Ed Bott berichtet bei zdnet über den desaströsen Launch von Copilot. Aber das hindert Microsoft nicht den Preis zu erhöhen
Shortly after the New Year, someone in Redmond pushed a button that raised the price of its popular (84 million paid subscribers worldwide!) Microsoft 365 product. You know, the one that used to be called Microsoft Office? Yeah, well, now the app is called Microsoft 365 Copilot, and you're going to be paying at least 30% more for that subscription starting with your next bill.
The Microsoft 365 Copilot launch was a total disaster
Vertrauen verloren
Sarah Perez berichtet über einen Vertrauensverlust von Teenagern gegenüber den großen Techkonzernen. Wenn man das Verhalten der Techkonzerne verfolgt, dann verwundert es nicht wirklich, wenn ihnen keiner traut. Ich war eher erstaunt, dass auch Teenager das so stark wahrnehmen.

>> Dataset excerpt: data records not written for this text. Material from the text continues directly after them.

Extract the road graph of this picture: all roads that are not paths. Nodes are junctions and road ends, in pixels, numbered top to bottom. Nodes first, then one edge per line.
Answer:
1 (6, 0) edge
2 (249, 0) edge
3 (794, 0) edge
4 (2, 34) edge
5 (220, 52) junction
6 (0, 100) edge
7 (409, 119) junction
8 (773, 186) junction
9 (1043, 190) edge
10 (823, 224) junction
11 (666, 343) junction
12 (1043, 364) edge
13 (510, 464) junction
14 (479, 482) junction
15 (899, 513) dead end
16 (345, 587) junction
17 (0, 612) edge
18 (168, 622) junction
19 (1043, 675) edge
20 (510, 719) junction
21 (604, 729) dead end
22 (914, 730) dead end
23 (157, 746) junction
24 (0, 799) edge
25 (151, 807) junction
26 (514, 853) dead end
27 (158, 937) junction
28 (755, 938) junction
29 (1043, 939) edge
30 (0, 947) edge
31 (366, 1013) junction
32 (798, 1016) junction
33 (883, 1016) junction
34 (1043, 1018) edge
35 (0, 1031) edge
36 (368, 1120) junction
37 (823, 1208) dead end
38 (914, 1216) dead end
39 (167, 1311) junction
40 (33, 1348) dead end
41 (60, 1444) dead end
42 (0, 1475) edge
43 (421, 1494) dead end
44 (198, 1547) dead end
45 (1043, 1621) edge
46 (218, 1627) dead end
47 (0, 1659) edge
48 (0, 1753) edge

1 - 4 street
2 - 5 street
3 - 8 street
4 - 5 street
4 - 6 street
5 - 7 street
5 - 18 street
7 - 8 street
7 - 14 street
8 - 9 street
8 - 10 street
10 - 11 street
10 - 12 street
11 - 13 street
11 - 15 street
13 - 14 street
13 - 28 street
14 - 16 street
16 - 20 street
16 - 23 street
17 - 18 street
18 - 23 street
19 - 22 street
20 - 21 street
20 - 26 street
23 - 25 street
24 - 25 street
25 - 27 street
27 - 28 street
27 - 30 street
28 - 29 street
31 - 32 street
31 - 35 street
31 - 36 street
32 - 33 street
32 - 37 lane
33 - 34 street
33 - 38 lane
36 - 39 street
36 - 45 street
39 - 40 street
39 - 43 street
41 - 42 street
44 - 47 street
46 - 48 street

In the study released Wednesday, the organization surveyed over 1,000 teens on whether major technology companies like Google, Apple, Meta, TikTok, and Microsoft cared about their well-being and safety, made ethical decisions, protected their private data, and more. In all cases, a majority of teens reported low levels of trust in these tech companies. Nearly half of teens said they had little or no trust that the companies would make responsible decisions about how they use AI.
[...]
Common Sense says that 64% of surveyed U.S. teens don’t trust Big Tech companies to care about their mental health and well-being and 62% don’t think the companies will protect their safety if it hurts profits.